§ Instructions for the task
For each line below that includes the string "ends", show the whole line.

§ Data supplied
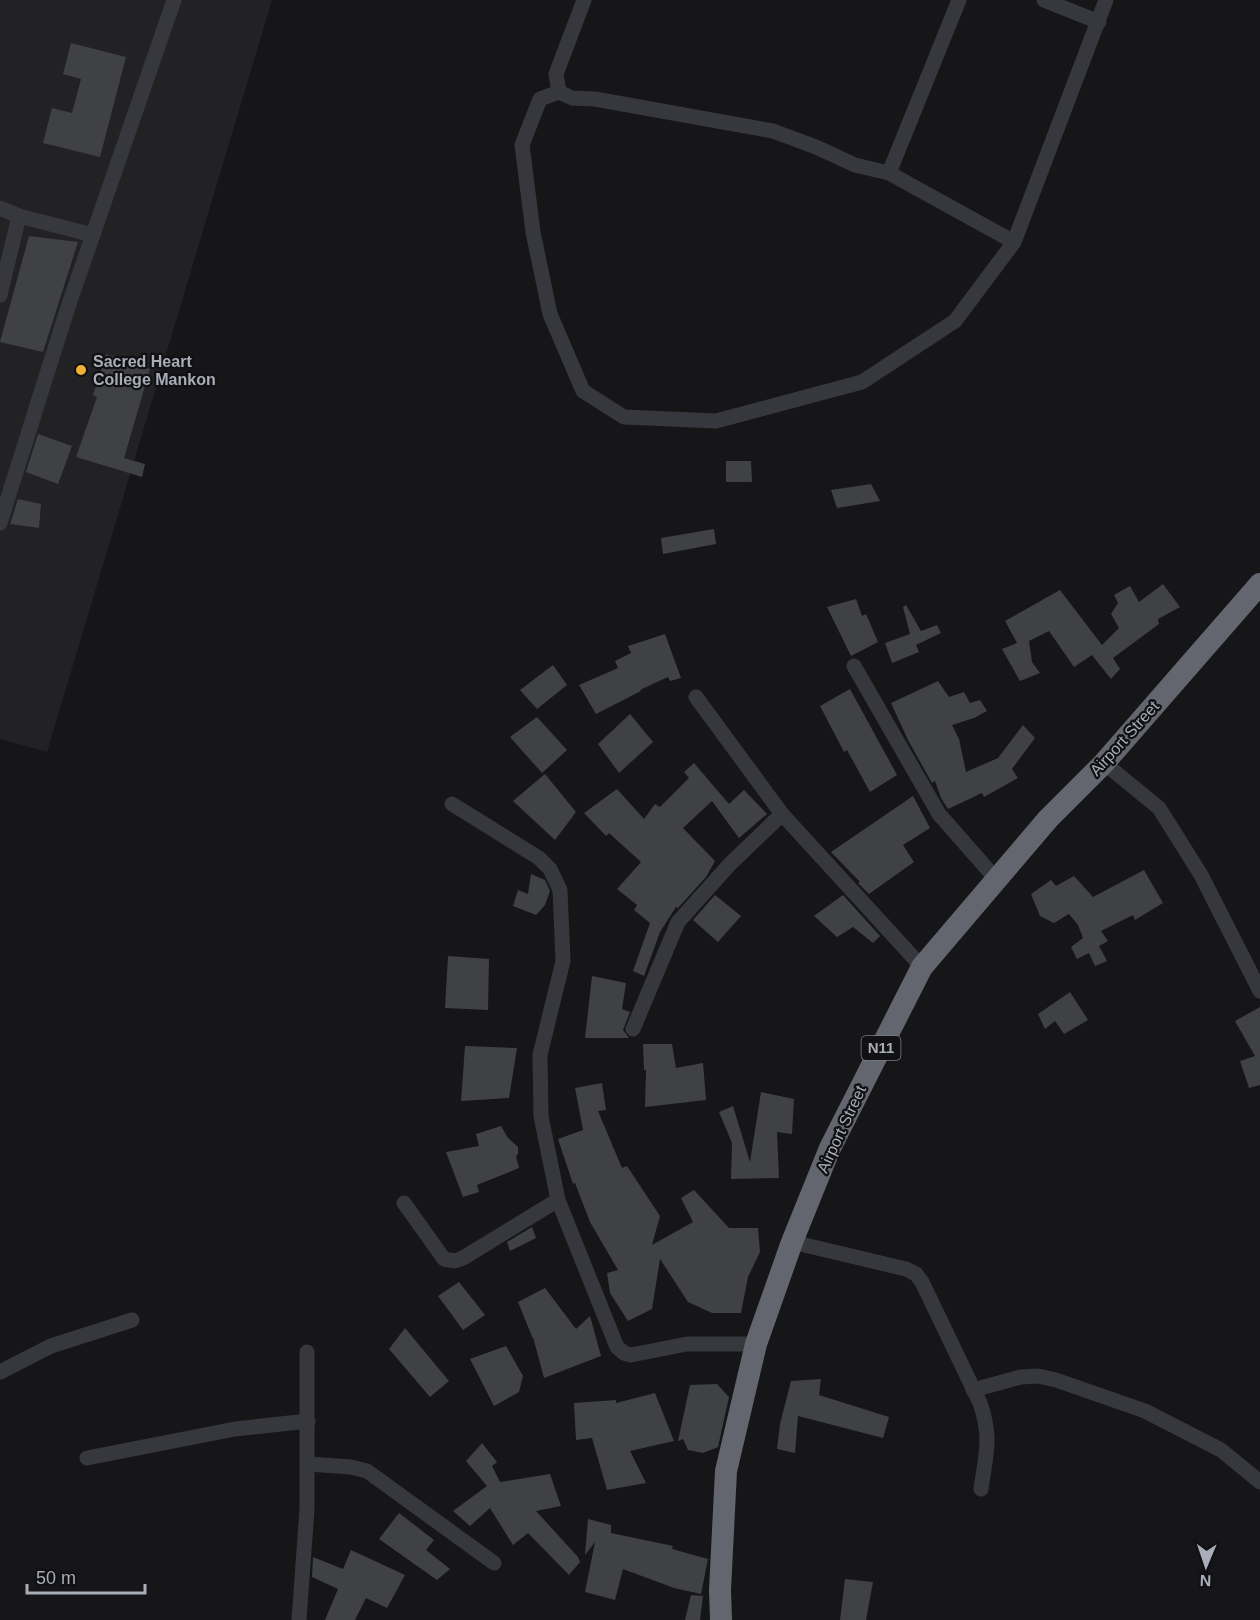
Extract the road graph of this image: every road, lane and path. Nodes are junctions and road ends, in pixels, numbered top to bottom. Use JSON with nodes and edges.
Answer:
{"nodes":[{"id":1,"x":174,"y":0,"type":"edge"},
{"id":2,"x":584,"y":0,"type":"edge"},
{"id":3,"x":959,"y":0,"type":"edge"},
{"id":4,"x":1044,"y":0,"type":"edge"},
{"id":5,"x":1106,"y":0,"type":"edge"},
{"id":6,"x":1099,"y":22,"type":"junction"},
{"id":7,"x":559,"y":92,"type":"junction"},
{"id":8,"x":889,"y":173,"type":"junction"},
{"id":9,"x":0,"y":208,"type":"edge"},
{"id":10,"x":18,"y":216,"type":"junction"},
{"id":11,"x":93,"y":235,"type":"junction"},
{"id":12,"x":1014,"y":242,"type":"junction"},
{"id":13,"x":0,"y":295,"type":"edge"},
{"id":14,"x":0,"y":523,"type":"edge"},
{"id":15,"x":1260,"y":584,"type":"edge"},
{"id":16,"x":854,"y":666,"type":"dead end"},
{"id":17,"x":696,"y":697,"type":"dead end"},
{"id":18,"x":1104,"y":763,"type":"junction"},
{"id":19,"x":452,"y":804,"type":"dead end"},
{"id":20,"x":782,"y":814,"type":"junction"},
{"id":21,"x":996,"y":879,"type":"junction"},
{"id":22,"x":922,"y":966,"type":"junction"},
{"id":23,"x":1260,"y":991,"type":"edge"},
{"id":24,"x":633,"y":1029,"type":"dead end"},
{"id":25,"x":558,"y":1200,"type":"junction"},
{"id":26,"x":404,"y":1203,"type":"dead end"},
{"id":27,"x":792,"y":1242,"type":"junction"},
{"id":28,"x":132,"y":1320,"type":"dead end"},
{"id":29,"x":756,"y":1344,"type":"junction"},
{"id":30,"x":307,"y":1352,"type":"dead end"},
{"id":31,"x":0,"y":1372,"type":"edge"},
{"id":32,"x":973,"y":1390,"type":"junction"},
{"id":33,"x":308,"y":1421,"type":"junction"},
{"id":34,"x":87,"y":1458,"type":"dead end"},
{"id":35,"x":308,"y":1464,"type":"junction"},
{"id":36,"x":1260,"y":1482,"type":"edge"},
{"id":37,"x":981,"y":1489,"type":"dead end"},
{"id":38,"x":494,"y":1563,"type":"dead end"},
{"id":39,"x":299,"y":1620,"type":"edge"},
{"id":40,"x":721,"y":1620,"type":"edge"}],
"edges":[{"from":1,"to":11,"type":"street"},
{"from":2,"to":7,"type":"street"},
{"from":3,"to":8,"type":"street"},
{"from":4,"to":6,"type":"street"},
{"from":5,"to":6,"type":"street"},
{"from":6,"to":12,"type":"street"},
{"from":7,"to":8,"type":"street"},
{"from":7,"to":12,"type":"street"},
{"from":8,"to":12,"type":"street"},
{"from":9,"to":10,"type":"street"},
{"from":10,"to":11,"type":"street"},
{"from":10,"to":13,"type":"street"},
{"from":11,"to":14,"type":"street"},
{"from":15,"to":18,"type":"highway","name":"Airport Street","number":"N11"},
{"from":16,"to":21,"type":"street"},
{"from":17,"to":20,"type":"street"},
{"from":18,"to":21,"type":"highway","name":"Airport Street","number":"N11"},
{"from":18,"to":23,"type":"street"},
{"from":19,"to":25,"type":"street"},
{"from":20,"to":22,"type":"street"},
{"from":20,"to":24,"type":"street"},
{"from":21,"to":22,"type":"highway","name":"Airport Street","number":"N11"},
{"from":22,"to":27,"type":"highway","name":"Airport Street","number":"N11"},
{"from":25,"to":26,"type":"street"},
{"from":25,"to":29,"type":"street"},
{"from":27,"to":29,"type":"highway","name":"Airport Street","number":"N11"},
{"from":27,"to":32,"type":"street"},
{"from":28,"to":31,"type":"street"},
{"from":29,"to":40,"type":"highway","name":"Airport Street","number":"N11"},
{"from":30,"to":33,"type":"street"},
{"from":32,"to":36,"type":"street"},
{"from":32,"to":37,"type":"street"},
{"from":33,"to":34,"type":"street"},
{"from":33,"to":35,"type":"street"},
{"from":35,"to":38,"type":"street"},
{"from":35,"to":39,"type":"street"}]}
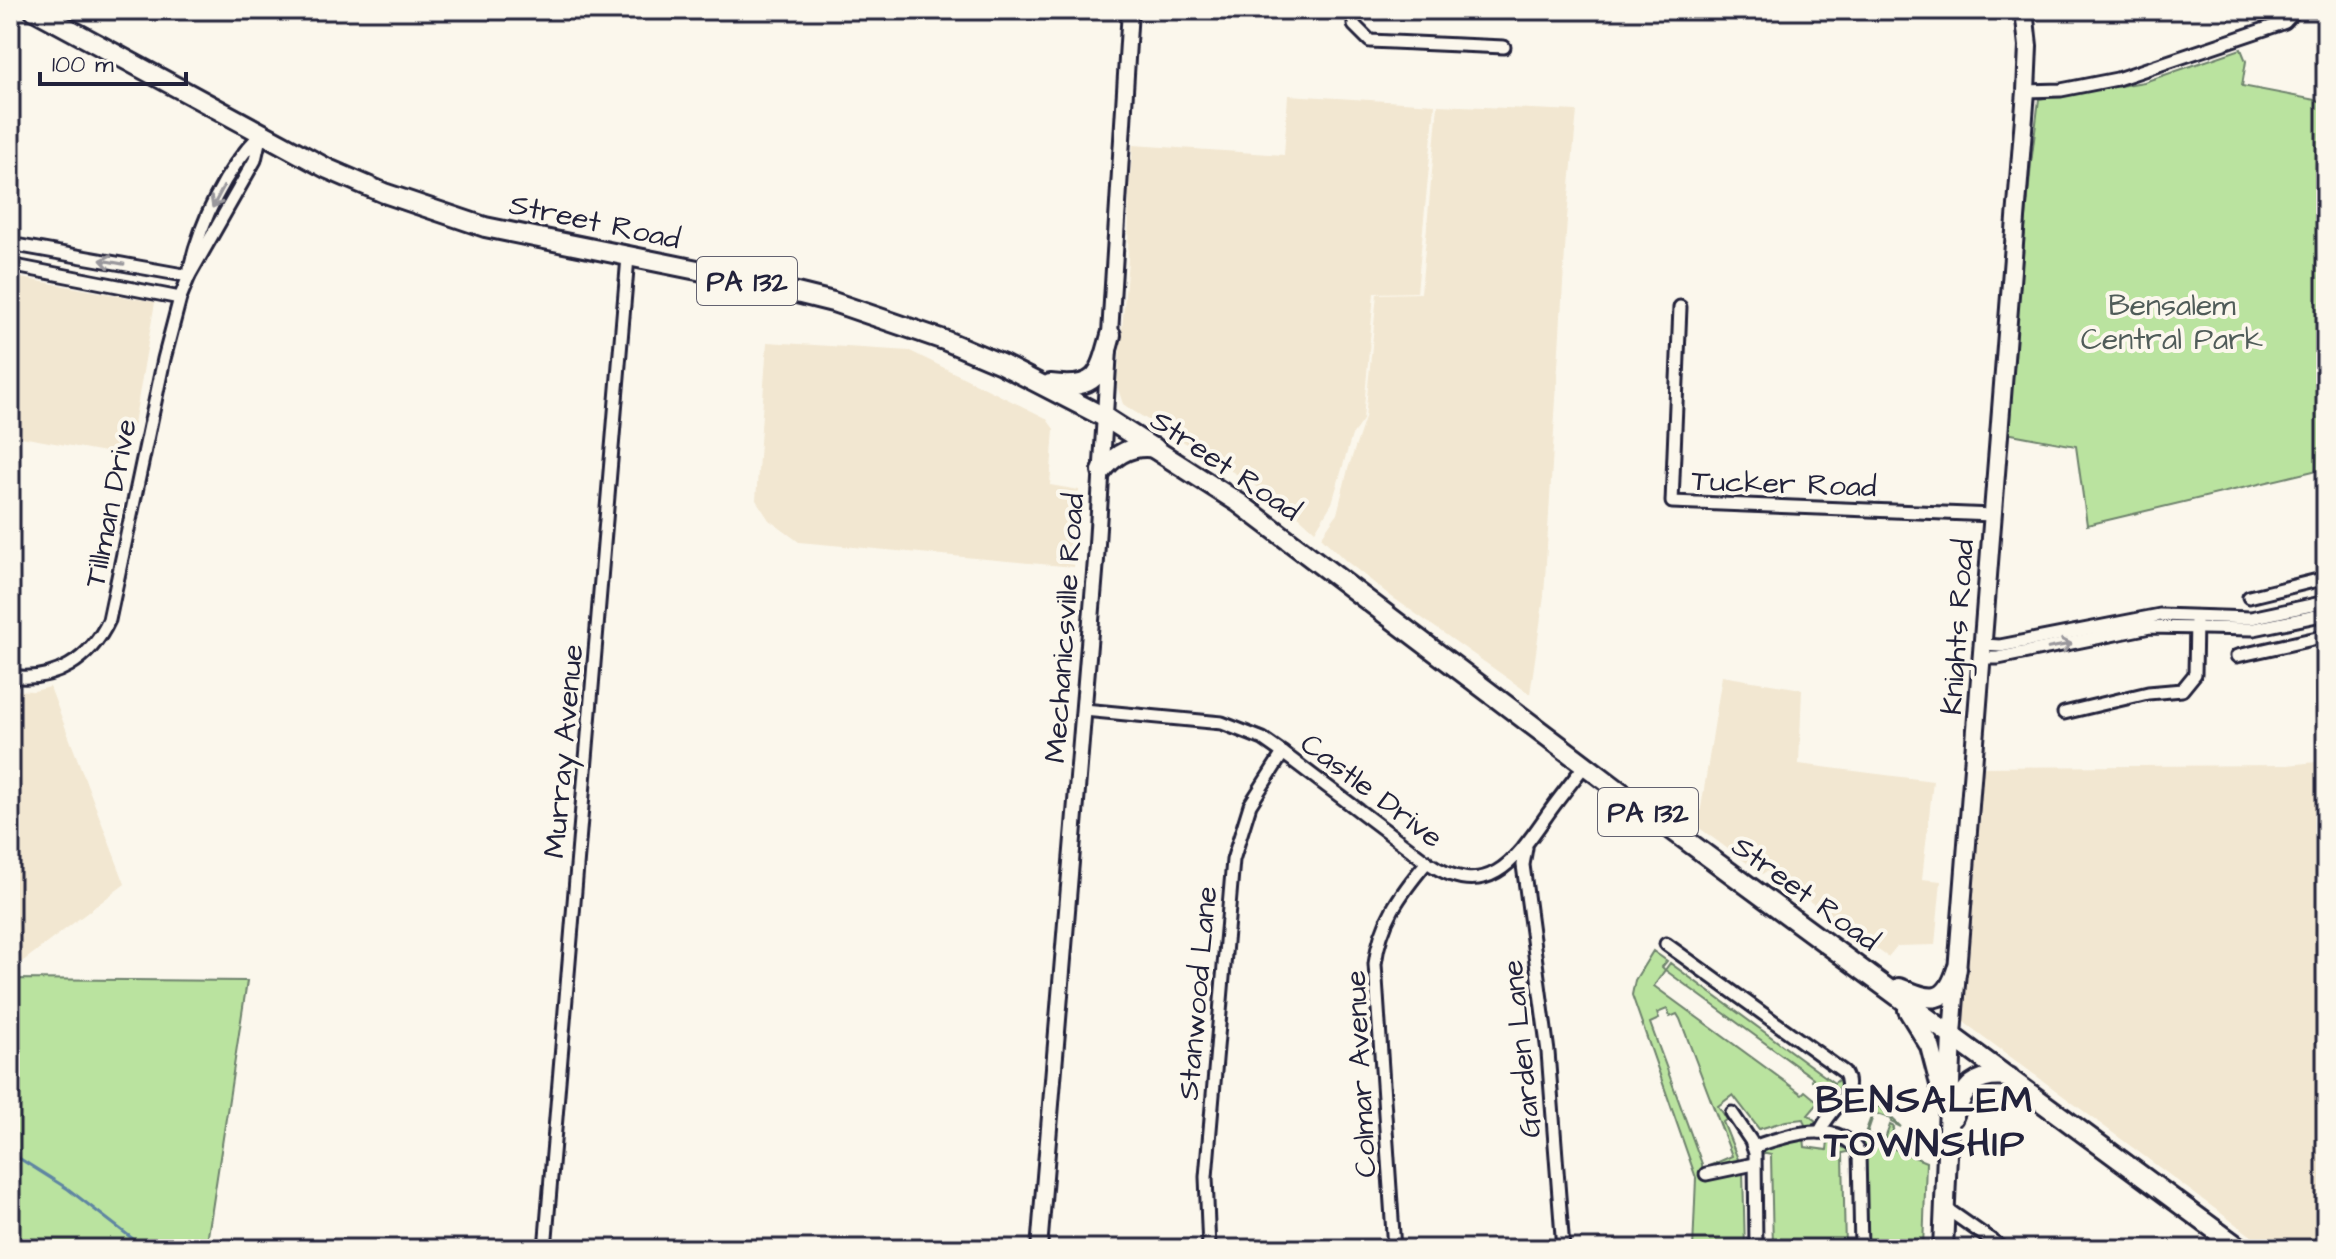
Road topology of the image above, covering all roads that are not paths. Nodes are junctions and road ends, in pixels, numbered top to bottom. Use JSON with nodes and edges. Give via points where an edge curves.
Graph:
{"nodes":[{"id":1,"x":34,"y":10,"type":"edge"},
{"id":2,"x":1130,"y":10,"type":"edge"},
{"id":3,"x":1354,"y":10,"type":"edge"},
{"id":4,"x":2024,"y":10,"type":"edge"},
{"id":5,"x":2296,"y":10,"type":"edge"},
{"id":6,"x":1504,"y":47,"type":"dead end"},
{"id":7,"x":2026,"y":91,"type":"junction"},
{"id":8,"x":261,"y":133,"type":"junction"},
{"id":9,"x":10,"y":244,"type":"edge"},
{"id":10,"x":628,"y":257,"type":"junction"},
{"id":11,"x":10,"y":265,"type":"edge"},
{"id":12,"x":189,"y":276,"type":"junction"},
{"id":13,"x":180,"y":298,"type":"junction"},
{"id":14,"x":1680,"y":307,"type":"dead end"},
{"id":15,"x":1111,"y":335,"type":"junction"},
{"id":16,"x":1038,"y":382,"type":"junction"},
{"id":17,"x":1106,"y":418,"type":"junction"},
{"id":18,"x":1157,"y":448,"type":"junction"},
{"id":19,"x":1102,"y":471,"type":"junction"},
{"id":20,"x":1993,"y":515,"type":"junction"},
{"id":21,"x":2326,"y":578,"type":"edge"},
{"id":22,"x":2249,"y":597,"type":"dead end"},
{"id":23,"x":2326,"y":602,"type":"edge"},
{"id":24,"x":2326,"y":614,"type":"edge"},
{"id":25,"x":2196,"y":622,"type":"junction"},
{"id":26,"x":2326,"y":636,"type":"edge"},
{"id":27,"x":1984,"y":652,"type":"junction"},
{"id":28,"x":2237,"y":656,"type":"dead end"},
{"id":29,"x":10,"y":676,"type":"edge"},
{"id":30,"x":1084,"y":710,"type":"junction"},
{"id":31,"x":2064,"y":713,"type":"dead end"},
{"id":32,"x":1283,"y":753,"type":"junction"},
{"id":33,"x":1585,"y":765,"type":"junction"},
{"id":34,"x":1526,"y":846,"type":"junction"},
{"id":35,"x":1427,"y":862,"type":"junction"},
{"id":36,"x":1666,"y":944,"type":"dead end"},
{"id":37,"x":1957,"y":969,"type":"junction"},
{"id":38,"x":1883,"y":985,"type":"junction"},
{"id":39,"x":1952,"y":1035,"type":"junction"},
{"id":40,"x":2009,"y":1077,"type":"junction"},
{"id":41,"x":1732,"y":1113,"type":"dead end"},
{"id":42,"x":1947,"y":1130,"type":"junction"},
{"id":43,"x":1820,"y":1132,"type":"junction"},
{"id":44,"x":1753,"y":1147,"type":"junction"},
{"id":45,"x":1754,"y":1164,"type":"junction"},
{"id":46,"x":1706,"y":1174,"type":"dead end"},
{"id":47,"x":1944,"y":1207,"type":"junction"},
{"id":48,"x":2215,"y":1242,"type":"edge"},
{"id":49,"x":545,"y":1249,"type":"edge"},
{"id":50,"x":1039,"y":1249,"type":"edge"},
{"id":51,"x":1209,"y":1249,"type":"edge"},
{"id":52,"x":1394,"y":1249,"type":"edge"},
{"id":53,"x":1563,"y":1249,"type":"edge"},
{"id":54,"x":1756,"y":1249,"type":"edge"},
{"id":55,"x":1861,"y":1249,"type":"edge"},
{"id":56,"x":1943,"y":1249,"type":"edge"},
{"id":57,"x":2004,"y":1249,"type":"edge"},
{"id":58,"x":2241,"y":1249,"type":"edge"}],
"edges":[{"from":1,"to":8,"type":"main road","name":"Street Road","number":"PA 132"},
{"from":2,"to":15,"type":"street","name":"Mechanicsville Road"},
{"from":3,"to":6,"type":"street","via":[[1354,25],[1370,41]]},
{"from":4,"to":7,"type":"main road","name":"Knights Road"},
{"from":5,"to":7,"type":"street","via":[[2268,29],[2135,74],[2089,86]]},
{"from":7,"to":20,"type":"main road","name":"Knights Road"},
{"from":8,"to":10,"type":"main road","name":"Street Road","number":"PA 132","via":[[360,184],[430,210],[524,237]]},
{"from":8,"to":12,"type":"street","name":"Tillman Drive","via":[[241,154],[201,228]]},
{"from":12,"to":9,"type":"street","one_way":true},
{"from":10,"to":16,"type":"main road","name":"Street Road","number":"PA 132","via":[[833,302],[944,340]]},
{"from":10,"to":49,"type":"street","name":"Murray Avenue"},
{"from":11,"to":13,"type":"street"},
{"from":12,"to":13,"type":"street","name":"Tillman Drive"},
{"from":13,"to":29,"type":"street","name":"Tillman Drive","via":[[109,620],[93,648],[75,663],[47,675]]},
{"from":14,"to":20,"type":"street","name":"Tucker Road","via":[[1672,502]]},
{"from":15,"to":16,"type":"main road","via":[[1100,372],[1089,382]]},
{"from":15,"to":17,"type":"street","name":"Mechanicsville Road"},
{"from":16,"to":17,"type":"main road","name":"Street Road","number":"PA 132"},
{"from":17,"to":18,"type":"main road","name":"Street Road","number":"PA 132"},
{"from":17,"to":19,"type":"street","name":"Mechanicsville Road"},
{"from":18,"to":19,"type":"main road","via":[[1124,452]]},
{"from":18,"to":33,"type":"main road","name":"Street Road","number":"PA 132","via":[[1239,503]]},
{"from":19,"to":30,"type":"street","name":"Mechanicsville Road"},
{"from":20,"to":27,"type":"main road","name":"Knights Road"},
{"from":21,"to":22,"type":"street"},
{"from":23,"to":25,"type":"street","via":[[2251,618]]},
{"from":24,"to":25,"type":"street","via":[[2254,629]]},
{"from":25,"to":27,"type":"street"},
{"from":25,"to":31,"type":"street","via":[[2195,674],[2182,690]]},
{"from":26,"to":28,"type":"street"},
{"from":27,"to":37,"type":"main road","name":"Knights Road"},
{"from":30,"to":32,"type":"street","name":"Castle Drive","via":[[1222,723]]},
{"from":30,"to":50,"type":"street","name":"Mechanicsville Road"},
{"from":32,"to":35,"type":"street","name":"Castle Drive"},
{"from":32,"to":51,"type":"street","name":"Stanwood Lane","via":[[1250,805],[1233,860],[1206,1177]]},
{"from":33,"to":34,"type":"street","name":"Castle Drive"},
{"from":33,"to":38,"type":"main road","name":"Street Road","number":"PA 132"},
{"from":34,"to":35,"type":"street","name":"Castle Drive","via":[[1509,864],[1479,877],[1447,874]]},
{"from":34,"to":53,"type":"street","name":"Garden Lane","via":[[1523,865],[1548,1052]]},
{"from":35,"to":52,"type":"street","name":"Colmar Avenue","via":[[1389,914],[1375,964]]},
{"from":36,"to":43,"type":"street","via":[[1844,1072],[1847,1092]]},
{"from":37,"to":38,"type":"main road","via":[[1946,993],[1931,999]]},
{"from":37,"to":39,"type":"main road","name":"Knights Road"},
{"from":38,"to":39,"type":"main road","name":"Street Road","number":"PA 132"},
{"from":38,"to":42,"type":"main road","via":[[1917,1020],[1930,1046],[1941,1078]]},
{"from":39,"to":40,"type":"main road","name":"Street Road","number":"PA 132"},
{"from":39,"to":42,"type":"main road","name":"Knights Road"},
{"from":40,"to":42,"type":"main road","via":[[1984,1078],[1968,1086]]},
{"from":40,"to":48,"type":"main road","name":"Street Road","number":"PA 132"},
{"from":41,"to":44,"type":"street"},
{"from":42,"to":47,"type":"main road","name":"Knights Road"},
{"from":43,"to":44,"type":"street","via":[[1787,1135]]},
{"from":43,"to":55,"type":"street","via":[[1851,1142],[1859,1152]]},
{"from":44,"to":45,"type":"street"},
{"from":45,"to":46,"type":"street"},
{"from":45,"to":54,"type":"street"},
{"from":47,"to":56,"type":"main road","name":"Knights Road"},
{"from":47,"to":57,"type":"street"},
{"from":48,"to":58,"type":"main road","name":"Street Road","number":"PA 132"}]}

§ Your solution
Extract the road graph of this image: every road, lane and path. Nodes are junctions and road ends, in pixels, numbered top to bottom. Use JSON with nodes and edges.
Road topology of the image above, covering all roads that are not paths. Nodes are junctions and road ends, in pixels, numbered top to bottom. Use JSON with nodes and edges. Give via points where an edge curves.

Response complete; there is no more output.